• _YOUR GOAL_
Would you set down each line of the data below exactly?

• _RECORDS FOR PROCESSING_
*** Block opens ***
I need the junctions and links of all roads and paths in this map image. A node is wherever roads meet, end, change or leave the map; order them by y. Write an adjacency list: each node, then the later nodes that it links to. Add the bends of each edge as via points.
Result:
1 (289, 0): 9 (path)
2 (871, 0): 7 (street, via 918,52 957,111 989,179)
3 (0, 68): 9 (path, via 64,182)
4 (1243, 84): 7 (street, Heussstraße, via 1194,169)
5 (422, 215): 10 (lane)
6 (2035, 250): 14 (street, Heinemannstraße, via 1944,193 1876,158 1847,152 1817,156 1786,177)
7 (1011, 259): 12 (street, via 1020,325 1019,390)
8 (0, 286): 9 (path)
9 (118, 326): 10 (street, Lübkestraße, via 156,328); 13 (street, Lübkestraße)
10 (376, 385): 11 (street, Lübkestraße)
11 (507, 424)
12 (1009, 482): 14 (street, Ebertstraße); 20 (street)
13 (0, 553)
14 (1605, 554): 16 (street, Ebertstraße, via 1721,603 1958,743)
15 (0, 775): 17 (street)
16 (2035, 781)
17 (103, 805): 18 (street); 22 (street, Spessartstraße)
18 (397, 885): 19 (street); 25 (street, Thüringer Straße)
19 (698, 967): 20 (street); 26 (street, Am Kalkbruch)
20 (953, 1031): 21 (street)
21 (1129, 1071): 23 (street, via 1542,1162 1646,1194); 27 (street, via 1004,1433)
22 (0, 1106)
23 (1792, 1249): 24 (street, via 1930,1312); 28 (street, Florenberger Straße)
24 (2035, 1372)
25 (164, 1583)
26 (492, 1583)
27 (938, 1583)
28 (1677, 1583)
*** Block closes ***
• _EXPECTED ANSWER_
I need the junctions and links of all roads and paths in this map image. A node is wherever roads meet, end, change or leave the map; order them by y. Write an adjacency list: each node, then the later nodes that it links to. Add the bends of each edge as via points.
Result:
1 (289, 0): 9 (path)
2 (871, 0): 7 (street, via 918,52 957,111 989,179)
3 (0, 68): 9 (path, via 64,182)
4 (1243, 84): 7 (street, Heussstraße, via 1194,169)
5 (422, 215): 10 (lane)
6 (2035, 250): 14 (street, Heinemannstraße, via 1944,193 1876,158 1847,152 1817,156 1786,177)
7 (1011, 259): 12 (street, via 1020,325 1019,390)
8 (0, 286): 9 (path)
9 (118, 326): 10 (street, Lübkestraße, via 156,328); 13 (street, Lübkestraße)
10 (376, 385): 11 (street, Lübkestraße)
11 (507, 424)
12 (1009, 482): 14 (street, Ebertstraße); 20 (street)
13 (0, 553)
14 (1605, 554): 16 (street, Ebertstraße, via 1721,603 1958,743)
15 (0, 775): 17 (street)
16 (2035, 781)
17 (103, 805): 18 (street); 22 (street, Spessartstraße)
18 (397, 885): 19 (street); 25 (street, Thüringer Straße)
19 (698, 967): 20 (street); 26 (street, Am Kalkbruch)
20 (953, 1031): 21 (street)
21 (1129, 1071): 23 (street, via 1542,1162 1646,1194); 27 (street, via 1004,1433)
22 (0, 1106)
23 (1792, 1249): 24 (street, via 1930,1312); 28 (street, Florenberger Straße)
24 (2035, 1372)
25 (164, 1583)
26 (492, 1583)
27 (938, 1583)
28 (1677, 1583)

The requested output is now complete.